**WORK TASK**.
Top to bottom, give the entries again exactly as written.

[Stored data]
<<<<

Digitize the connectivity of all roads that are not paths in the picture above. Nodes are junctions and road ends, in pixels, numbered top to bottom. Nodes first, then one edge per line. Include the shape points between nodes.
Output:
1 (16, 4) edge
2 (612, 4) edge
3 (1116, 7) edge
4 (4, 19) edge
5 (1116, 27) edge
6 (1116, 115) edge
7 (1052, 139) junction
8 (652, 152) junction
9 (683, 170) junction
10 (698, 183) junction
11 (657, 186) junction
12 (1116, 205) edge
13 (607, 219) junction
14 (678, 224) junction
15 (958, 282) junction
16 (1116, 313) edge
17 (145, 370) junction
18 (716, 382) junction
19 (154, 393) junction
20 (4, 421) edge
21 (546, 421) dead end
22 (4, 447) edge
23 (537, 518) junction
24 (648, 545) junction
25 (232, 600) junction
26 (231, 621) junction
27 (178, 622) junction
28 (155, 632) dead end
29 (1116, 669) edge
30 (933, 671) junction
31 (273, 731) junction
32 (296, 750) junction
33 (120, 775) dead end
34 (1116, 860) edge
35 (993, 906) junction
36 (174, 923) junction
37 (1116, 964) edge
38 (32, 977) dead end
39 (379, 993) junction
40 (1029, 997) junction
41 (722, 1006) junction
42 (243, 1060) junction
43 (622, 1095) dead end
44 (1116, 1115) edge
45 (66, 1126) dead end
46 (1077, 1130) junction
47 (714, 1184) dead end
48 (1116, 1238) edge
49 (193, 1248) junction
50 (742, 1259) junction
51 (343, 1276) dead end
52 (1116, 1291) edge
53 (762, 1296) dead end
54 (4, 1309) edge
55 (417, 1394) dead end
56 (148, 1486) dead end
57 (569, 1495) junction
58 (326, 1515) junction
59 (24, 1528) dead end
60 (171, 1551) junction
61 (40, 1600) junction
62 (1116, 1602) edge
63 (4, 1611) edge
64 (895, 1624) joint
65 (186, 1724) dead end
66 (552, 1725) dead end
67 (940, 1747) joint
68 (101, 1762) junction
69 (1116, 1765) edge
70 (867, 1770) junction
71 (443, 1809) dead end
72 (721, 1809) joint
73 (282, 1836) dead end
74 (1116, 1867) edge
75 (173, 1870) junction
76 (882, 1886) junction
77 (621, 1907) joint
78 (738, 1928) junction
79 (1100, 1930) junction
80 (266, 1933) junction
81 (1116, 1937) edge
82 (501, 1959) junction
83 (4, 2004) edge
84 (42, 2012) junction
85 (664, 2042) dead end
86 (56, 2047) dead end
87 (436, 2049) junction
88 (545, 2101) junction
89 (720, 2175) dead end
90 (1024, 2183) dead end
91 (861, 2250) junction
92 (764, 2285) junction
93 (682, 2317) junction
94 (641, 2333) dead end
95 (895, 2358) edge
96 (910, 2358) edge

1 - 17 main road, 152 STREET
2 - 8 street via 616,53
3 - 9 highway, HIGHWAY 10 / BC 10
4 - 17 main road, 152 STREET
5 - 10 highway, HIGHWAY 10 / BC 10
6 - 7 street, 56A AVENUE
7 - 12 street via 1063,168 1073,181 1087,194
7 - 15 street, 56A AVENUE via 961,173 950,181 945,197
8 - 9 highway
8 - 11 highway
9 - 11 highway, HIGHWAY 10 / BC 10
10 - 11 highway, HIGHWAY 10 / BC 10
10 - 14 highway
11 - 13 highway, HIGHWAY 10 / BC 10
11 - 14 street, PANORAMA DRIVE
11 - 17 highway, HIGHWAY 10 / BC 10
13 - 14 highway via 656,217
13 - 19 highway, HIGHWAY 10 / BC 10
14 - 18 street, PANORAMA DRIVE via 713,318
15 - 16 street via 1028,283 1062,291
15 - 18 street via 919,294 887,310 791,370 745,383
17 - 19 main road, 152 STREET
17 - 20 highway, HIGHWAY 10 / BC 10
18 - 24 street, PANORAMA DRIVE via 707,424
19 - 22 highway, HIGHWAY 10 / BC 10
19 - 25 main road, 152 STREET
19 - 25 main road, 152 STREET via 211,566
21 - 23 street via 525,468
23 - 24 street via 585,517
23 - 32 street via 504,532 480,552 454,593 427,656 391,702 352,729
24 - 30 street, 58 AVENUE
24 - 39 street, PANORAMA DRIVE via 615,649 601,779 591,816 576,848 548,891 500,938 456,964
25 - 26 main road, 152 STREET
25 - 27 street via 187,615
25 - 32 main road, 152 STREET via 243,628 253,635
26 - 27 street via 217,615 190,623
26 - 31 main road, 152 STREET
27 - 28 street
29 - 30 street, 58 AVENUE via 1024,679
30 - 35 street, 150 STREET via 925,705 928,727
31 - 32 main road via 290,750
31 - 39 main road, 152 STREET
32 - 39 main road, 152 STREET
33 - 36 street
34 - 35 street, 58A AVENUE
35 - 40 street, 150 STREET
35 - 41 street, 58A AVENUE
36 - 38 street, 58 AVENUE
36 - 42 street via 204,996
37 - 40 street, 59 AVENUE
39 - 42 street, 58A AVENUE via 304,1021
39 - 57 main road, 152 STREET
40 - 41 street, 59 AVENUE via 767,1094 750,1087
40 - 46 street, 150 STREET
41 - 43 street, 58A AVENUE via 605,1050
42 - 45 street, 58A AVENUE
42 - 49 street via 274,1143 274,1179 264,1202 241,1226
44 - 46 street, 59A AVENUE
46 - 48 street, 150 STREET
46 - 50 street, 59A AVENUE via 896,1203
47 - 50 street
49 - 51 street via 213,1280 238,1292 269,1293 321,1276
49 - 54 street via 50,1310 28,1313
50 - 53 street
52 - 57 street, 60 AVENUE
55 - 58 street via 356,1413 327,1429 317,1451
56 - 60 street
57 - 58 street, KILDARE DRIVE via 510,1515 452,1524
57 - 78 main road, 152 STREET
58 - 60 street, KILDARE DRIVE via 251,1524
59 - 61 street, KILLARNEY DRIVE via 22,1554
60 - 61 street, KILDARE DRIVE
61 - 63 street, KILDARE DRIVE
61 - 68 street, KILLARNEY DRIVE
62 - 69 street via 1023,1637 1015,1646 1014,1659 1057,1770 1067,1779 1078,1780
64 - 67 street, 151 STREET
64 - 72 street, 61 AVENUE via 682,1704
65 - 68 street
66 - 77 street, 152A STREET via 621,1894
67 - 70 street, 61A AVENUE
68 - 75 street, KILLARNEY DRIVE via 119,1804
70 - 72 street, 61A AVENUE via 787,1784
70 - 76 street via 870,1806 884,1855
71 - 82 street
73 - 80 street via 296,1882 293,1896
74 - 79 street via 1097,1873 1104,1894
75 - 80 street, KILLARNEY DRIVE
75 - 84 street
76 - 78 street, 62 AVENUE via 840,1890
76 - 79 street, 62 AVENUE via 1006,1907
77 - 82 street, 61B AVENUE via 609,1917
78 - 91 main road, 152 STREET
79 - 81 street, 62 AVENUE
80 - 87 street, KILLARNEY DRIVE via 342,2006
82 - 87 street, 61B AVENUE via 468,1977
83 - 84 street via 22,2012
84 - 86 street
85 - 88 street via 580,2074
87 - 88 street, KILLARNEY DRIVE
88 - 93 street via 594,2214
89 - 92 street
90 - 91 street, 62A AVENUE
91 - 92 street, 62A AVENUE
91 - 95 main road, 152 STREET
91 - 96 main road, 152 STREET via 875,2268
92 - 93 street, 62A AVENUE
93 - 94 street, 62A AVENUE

>>>>

**EXERCISE RESPONSE**.
Digitize the connectivity of all roads that are not paths in the picture above. Nodes are junctions and road ends, in pixels, numbered top to bottom. Nodes first, then one edge per line. Include the shape points between nodes.
Output:
1 (16, 4) edge
2 (612, 4) edge
3 (1116, 7) edge
4 (4, 19) edge
5 (1116, 27) edge
6 (1116, 115) edge
7 (1052, 139) junction
8 (652, 152) junction
9 (683, 170) junction
10 (698, 183) junction
11 (657, 186) junction
12 (1116, 205) edge
13 (607, 219) junction
14 (678, 224) junction
15 (958, 282) junction
16 (1116, 313) edge
17 (145, 370) junction
18 (716, 382) junction
19 (154, 393) junction
20 (4, 421) edge
21 (546, 421) dead end
22 (4, 447) edge
23 (537, 518) junction
24 (648, 545) junction
25 (232, 600) junction
26 (231, 621) junction
27 (178, 622) junction
28 (155, 632) dead end
29 (1116, 669) edge
30 (933, 671) junction
31 (273, 731) junction
32 (296, 750) junction
33 (120, 775) dead end
34 (1116, 860) edge
35 (993, 906) junction
36 (174, 923) junction
37 (1116, 964) edge
38 (32, 977) dead end
39 (379, 993) junction
40 (1029, 997) junction
41 (722, 1006) junction
42 (243, 1060) junction
43 (622, 1095) dead end
44 (1116, 1115) edge
45 (66, 1126) dead end
46 (1077, 1130) junction
47 (714, 1184) dead end
48 (1116, 1238) edge
49 (193, 1248) junction
50 (742, 1259) junction
51 (343, 1276) dead end
52 (1116, 1291) edge
53 (762, 1296) dead end
54 (4, 1309) edge
55 (417, 1394) dead end
56 (148, 1486) dead end
57 (569, 1495) junction
58 (326, 1515) junction
59 (24, 1528) dead end
60 (171, 1551) junction
61 (40, 1600) junction
62 (1116, 1602) edge
63 (4, 1611) edge
64 (895, 1624) joint
65 (186, 1724) dead end
66 (552, 1725) dead end
67 (940, 1747) joint
68 (101, 1762) junction
69 (1116, 1765) edge
70 (867, 1770) junction
71 (443, 1809) dead end
72 (721, 1809) joint
73 (282, 1836) dead end
74 (1116, 1867) edge
75 (173, 1870) junction
76 (882, 1886) junction
77 (621, 1907) joint
78 (738, 1928) junction
79 (1100, 1930) junction
80 (266, 1933) junction
81 (1116, 1937) edge
82 (501, 1959) junction
83 (4, 2004) edge
84 (42, 2012) junction
85 (664, 2042) dead end
86 (56, 2047) dead end
87 (436, 2049) junction
88 (545, 2101) junction
89 (720, 2175) dead end
90 (1024, 2183) dead end
91 (861, 2250) junction
92 (764, 2285) junction
93 (682, 2317) junction
94 (641, 2333) dead end
95 (895, 2358) edge
96 (910, 2358) edge

1 - 17 main road, 152 STREET
2 - 8 street via 616,53
3 - 9 highway, HIGHWAY 10 / BC 10
4 - 17 main road, 152 STREET
5 - 10 highway, HIGHWAY 10 / BC 10
6 - 7 street, 56A AVENUE
7 - 12 street via 1063,168 1073,181 1087,194
7 - 15 street, 56A AVENUE via 961,173 950,181 945,197
8 - 9 highway
8 - 11 highway
9 - 11 highway, HIGHWAY 10 / BC 10
10 - 11 highway, HIGHWAY 10 / BC 10
10 - 14 highway
11 - 13 highway, HIGHWAY 10 / BC 10
11 - 14 street, PANORAMA DRIVE
11 - 17 highway, HIGHWAY 10 / BC 10
13 - 14 highway via 656,217
13 - 19 highway, HIGHWAY 10 / BC 10
14 - 18 street, PANORAMA DRIVE via 713,318
15 - 16 street via 1028,283 1062,291
15 - 18 street via 919,294 887,310 791,370 745,383
17 - 19 main road, 152 STREET
17 - 20 highway, HIGHWAY 10 / BC 10
18 - 24 street, PANORAMA DRIVE via 707,424
19 - 22 highway, HIGHWAY 10 / BC 10
19 - 25 main road, 152 STREET
19 - 25 main road, 152 STREET via 211,566
21 - 23 street via 525,468
23 - 24 street via 585,517
23 - 32 street via 504,532 480,552 454,593 427,656 391,702 352,729
24 - 30 street, 58 AVENUE
24 - 39 street, PANORAMA DRIVE via 615,649 601,779 591,816 576,848 548,891 500,938 456,964
25 - 26 main road, 152 STREET
25 - 27 street via 187,615
25 - 32 main road, 152 STREET via 243,628 253,635
26 - 27 street via 217,615 190,623
26 - 31 main road, 152 STREET
27 - 28 street
29 - 30 street, 58 AVENUE via 1024,679
30 - 35 street, 150 STREET via 925,705 928,727
31 - 32 main road via 290,750
31 - 39 main road, 152 STREET
32 - 39 main road, 152 STREET
33 - 36 street
34 - 35 street, 58A AVENUE
35 - 40 street, 150 STREET
35 - 41 street, 58A AVENUE
36 - 38 street, 58 AVENUE
36 - 42 street via 204,996
37 - 40 street, 59 AVENUE
39 - 42 street, 58A AVENUE via 304,1021
39 - 57 main road, 152 STREET
40 - 41 street, 59 AVENUE via 767,1094 750,1087
40 - 46 street, 150 STREET
41 - 43 street, 58A AVENUE via 605,1050
42 - 45 street, 58A AVENUE
42 - 49 street via 274,1143 274,1179 264,1202 241,1226
44 - 46 street, 59A AVENUE
46 - 48 street, 150 STREET
46 - 50 street, 59A AVENUE via 896,1203
47 - 50 street
49 - 51 street via 213,1280 238,1292 269,1293 321,1276
49 - 54 street via 50,1310 28,1313
50 - 53 street
52 - 57 street, 60 AVENUE
55 - 58 street via 356,1413 327,1429 317,1451
56 - 60 street
57 - 58 street, KILDARE DRIVE via 510,1515 452,1524
57 - 78 main road, 152 STREET
58 - 60 street, KILDARE DRIVE via 251,1524
59 - 61 street, KILLARNEY DRIVE via 22,1554
60 - 61 street, KILDARE DRIVE
61 - 63 street, KILDARE DRIVE
61 - 68 street, KILLARNEY DRIVE
62 - 69 street via 1023,1637 1015,1646 1014,1659 1057,1770 1067,1779 1078,1780
64 - 67 street, 151 STREET
64 - 72 street, 61 AVENUE via 682,1704
65 - 68 street
66 - 77 street, 152A STREET via 621,1894
67 - 70 street, 61A AVENUE
68 - 75 street, KILLARNEY DRIVE via 119,1804
70 - 72 street, 61A AVENUE via 787,1784
70 - 76 street via 870,1806 884,1855
71 - 82 street
73 - 80 street via 296,1882 293,1896
74 - 79 street via 1097,1873 1104,1894
75 - 80 street, KILLARNEY DRIVE
75 - 84 street
76 - 78 street, 62 AVENUE via 840,1890
76 - 79 street, 62 AVENUE via 1006,1907
77 - 82 street, 61B AVENUE via 609,1917
78 - 91 main road, 152 STREET
79 - 81 street, 62 AVENUE
80 - 87 street, KILLARNEY DRIVE via 342,2006
82 - 87 street, 61B AVENUE via 468,1977
83 - 84 street via 22,2012
84 - 86 street
85 - 88 street via 580,2074
87 - 88 street, KILLARNEY DRIVE
88 - 93 street via 594,2214
89 - 92 street
90 - 91 street, 62A AVENUE
91 - 92 street, 62A AVENUE
91 - 95 main road, 152 STREET
91 - 96 main road, 152 STREET via 875,2268
92 - 93 street, 62A AVENUE
93 - 94 street, 62A AVENUE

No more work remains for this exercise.